§ **Supplied data**
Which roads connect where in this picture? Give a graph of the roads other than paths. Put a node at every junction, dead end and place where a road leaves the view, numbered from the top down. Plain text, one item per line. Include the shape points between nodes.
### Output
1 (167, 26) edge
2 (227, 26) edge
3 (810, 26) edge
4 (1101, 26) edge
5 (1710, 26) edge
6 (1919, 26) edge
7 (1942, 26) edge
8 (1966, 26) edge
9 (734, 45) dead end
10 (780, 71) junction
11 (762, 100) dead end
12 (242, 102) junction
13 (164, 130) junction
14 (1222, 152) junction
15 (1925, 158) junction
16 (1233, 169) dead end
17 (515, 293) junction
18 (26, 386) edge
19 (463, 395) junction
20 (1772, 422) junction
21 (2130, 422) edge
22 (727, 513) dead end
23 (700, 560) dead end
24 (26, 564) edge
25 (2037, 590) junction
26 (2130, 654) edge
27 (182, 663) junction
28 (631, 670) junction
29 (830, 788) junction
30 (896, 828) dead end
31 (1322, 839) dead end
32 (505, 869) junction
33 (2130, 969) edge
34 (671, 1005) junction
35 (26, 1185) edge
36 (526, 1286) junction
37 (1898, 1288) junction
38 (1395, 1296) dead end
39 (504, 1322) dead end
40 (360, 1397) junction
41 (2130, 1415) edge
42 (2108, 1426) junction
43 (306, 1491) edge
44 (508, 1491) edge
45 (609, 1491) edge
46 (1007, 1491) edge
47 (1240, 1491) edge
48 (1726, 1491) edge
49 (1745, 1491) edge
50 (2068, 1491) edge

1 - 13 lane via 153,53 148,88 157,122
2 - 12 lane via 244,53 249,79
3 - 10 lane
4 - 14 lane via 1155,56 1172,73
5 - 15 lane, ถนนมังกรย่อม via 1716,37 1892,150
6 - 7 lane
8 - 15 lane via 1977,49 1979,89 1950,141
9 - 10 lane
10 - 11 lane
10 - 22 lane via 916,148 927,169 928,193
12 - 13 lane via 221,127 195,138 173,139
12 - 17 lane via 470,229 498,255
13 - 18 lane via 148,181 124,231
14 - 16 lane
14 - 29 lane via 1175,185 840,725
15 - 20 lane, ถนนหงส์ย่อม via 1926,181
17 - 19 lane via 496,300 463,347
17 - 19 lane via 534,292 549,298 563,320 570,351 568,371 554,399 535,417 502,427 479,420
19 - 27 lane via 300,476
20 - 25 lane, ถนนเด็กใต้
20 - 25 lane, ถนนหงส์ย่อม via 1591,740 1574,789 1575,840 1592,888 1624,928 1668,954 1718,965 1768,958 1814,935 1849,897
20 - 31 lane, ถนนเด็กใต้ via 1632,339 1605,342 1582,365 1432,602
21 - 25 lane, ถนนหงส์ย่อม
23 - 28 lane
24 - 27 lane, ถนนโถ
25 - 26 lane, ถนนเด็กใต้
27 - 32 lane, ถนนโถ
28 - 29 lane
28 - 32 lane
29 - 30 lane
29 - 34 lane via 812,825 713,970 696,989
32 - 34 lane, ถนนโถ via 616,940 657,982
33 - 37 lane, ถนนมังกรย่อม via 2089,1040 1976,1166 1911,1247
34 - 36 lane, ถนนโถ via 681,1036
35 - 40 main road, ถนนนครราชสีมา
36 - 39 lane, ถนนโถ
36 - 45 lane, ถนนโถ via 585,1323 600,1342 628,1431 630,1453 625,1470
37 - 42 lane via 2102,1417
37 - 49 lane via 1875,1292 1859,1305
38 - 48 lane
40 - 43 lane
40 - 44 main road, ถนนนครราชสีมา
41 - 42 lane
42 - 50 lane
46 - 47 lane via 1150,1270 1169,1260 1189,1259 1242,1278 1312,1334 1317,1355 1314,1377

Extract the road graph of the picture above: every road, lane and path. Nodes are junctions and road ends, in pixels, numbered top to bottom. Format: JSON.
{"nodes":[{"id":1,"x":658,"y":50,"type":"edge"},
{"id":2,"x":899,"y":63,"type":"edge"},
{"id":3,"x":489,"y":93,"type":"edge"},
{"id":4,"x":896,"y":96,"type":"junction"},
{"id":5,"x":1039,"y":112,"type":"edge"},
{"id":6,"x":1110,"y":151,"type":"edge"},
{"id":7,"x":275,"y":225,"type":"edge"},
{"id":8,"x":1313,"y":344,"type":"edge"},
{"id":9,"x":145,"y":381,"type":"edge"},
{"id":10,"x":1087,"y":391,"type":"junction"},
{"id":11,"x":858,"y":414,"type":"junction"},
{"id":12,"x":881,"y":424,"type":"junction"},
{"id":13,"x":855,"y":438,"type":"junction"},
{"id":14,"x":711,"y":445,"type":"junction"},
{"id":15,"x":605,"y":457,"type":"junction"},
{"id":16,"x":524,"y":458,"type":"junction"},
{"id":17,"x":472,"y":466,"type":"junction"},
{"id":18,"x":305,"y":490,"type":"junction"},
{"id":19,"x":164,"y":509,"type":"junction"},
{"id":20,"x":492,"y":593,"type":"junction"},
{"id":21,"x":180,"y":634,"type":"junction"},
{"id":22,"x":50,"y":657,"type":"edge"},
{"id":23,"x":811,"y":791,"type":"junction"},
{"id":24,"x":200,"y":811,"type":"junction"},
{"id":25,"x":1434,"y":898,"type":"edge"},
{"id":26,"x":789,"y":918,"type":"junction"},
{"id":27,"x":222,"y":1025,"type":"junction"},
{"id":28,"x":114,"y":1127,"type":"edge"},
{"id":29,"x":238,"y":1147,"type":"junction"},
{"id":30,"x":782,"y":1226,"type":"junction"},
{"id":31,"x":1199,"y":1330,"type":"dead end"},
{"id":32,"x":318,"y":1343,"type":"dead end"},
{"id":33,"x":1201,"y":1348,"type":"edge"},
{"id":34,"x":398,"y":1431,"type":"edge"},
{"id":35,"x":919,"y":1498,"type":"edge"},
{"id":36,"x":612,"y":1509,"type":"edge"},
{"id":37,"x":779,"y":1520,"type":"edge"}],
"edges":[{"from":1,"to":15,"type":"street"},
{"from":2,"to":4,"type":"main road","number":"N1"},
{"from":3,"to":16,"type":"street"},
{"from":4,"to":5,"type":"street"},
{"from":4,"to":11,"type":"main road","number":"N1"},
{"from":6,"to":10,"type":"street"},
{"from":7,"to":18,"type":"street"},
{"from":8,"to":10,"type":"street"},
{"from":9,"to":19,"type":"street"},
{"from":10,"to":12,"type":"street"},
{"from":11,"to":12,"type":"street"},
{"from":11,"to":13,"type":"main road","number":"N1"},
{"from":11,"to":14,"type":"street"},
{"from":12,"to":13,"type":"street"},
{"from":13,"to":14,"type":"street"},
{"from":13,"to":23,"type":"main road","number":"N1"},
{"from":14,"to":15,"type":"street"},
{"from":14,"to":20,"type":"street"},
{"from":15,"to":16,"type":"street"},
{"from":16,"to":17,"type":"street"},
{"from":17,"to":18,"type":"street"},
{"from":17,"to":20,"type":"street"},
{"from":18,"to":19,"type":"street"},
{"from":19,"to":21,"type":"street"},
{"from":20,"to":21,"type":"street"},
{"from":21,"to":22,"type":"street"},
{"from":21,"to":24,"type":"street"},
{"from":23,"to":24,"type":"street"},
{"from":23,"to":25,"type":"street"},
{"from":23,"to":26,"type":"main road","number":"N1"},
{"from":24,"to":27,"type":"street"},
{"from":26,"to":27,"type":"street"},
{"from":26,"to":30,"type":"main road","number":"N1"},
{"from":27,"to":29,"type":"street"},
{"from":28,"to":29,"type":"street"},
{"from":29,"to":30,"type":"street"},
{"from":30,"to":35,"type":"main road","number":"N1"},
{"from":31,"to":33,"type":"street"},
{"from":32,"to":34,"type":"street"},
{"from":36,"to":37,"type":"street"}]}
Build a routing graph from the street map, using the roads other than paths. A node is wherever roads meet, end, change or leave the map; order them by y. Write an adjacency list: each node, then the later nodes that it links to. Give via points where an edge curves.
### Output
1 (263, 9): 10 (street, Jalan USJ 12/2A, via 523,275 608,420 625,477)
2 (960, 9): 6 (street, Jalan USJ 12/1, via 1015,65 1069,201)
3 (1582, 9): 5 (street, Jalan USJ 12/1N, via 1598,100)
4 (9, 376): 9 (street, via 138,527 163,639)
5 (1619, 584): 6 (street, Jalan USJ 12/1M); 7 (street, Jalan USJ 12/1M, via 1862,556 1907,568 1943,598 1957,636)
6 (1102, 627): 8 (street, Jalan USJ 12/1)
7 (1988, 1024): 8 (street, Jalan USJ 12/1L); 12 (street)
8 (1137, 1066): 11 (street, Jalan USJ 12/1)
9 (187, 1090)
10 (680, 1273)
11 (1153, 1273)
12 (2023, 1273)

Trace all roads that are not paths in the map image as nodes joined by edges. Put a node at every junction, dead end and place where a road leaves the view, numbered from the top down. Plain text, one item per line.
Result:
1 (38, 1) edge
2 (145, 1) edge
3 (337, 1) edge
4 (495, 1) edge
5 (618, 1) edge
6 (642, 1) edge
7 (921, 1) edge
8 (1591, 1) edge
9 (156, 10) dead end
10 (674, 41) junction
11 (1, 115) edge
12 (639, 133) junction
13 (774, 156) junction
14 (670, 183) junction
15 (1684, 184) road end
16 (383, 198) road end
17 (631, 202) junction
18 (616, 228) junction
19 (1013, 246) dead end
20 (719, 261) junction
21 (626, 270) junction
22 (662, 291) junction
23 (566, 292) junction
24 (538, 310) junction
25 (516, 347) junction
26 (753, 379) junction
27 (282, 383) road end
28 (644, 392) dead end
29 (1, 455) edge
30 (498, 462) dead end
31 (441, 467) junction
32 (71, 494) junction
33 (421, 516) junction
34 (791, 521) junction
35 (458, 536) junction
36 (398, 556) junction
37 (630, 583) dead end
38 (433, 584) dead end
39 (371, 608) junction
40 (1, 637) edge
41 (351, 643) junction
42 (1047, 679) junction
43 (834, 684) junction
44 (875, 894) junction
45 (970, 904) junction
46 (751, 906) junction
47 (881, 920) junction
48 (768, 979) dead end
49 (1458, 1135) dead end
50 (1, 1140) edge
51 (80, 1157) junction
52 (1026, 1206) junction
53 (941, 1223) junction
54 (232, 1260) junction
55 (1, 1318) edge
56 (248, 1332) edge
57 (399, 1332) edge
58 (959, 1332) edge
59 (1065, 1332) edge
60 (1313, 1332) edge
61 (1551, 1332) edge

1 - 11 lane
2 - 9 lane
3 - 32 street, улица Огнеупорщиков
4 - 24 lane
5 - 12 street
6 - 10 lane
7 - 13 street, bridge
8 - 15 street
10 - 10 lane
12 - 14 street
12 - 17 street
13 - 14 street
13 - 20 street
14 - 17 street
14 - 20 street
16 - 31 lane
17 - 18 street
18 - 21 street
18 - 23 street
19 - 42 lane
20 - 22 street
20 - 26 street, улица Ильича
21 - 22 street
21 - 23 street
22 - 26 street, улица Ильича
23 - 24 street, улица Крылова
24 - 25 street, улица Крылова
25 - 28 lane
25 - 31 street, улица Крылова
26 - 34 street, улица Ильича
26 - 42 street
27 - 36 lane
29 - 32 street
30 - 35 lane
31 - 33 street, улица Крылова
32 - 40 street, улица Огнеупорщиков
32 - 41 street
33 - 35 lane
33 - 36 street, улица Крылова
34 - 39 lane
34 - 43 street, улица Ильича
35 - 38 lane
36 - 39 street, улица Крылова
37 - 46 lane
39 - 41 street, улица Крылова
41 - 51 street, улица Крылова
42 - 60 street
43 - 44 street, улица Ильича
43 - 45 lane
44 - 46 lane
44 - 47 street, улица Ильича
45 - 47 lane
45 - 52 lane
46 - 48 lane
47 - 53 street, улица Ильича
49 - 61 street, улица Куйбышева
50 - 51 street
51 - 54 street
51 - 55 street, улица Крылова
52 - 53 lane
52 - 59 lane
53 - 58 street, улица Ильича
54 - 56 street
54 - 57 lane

§ **Activity**
What lines above contain the word "that"? Please copy each one.

§ **Response area**
Build a routing graph from the street map, using the roads other than paths. A node is wherever roads meet, end, change or leave the map; order them by y. Write an adjacency list: each node, then the later nodes that it links to. Give via points where an edge curves.
Trace all roads that are not paths in the map image as nodes joined by edges. Put a node at every junction, dead end and place where a road leaves the view, numbered from the top down. Plain text, one item per line.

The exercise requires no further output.